**EXERCISE BRIEF**. Scan the entries and copy each line where the word "亀川別府線" is present.
--- DATASET ENTRIES Enclosed Below ---
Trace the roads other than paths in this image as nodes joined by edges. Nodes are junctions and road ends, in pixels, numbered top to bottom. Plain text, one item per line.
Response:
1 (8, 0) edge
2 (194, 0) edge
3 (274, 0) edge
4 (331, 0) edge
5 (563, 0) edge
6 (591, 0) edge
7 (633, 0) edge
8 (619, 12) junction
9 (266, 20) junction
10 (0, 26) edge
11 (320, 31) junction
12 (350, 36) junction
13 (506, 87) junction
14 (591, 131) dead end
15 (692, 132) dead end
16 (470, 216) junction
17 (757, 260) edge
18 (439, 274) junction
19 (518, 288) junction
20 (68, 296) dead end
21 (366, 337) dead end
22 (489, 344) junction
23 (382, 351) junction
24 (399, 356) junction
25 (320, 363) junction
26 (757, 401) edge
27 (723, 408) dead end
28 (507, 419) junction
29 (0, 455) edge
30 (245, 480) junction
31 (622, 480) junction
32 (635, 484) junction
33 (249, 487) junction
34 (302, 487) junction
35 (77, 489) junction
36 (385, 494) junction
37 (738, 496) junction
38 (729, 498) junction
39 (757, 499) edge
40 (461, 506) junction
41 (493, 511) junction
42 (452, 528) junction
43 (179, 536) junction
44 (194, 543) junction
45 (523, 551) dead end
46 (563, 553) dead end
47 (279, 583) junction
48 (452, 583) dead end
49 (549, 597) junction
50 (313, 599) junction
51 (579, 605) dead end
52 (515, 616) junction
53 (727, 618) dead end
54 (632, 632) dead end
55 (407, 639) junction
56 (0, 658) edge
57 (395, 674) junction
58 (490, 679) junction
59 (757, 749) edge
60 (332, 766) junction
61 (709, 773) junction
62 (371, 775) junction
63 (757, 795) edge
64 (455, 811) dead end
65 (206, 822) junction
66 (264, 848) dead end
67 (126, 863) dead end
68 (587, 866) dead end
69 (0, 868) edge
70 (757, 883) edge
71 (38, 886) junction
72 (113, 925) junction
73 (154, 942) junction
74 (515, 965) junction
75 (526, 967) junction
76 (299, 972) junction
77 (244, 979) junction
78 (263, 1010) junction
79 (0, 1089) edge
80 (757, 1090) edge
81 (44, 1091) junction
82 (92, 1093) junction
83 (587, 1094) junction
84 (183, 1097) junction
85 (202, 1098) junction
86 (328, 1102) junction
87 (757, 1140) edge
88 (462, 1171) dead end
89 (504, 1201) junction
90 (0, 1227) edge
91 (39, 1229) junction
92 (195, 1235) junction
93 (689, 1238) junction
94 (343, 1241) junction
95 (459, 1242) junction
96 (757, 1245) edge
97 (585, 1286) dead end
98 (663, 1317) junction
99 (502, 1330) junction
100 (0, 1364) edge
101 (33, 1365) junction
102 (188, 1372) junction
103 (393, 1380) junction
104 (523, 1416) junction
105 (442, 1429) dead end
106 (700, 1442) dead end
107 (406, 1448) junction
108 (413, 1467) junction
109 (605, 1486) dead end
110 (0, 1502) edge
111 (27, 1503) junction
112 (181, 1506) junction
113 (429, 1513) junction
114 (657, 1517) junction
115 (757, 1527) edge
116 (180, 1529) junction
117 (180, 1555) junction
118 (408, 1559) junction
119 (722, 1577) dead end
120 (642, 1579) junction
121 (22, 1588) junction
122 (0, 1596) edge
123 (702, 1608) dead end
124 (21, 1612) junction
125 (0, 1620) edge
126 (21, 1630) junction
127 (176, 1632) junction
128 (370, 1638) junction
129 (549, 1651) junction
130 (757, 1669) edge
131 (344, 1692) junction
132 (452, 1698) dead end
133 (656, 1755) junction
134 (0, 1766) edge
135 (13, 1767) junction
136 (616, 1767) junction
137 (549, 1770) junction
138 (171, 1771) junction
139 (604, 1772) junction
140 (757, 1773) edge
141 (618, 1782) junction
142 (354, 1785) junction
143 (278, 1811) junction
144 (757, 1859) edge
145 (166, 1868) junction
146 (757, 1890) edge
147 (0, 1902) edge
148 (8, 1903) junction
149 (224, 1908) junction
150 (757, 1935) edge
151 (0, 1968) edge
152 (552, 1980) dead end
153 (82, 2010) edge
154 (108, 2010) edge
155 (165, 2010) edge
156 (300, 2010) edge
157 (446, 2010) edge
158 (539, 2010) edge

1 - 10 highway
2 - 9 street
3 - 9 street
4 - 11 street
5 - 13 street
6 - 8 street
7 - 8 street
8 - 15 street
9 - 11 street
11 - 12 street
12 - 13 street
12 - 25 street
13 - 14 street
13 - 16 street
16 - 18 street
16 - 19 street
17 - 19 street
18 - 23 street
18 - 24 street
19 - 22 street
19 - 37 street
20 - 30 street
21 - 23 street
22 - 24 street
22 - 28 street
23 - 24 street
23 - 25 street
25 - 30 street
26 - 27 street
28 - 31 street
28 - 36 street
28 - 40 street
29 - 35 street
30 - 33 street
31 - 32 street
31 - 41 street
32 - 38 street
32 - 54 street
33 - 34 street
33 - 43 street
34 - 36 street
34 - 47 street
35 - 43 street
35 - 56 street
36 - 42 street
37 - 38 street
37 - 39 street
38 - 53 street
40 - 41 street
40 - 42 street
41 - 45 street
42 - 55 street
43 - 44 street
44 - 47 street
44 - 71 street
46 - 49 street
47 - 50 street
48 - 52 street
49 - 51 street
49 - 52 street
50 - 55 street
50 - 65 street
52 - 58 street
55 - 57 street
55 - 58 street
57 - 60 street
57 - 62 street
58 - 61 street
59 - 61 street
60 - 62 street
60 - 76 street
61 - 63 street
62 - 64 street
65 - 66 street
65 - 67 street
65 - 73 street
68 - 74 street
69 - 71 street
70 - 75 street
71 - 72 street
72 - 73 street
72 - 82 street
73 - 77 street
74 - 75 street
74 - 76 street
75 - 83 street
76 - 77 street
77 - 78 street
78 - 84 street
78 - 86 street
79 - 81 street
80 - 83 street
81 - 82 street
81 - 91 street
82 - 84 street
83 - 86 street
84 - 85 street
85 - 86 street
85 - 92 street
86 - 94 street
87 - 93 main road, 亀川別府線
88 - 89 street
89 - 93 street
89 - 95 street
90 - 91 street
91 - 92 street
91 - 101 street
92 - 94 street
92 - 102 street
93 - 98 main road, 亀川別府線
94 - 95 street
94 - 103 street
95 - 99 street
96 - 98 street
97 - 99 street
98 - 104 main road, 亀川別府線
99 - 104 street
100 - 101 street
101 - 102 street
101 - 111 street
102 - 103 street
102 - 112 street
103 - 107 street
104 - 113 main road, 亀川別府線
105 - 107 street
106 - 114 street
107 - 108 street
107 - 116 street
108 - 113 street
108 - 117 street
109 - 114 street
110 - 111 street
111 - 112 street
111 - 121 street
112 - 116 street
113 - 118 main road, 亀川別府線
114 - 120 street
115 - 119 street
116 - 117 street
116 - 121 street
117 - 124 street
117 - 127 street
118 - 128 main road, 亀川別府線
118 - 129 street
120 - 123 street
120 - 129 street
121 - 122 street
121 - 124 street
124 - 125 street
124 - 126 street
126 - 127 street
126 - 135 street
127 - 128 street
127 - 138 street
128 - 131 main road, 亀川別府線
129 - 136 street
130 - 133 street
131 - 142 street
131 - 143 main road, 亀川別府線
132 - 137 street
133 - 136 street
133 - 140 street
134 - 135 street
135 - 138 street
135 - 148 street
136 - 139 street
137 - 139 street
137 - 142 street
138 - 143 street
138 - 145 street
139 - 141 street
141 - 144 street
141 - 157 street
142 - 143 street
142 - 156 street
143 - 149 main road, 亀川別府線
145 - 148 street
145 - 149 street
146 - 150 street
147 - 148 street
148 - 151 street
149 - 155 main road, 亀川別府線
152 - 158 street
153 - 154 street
--- End of Enclosed DATASET ENTRIES ---
**RESPONSE BOX**.
87 - 93 main road, 亀川別府線
93 - 98 main road, 亀川別府線
98 - 104 main road, 亀川別府線
104 - 113 main road, 亀川別府線
113 - 118 main road, 亀川別府線
118 - 128 main road, 亀川別府線
128 - 131 main road, 亀川別府線
131 - 143 main road, 亀川別府線
143 - 149 main road, 亀川別府線
149 - 155 main road, 亀川別府線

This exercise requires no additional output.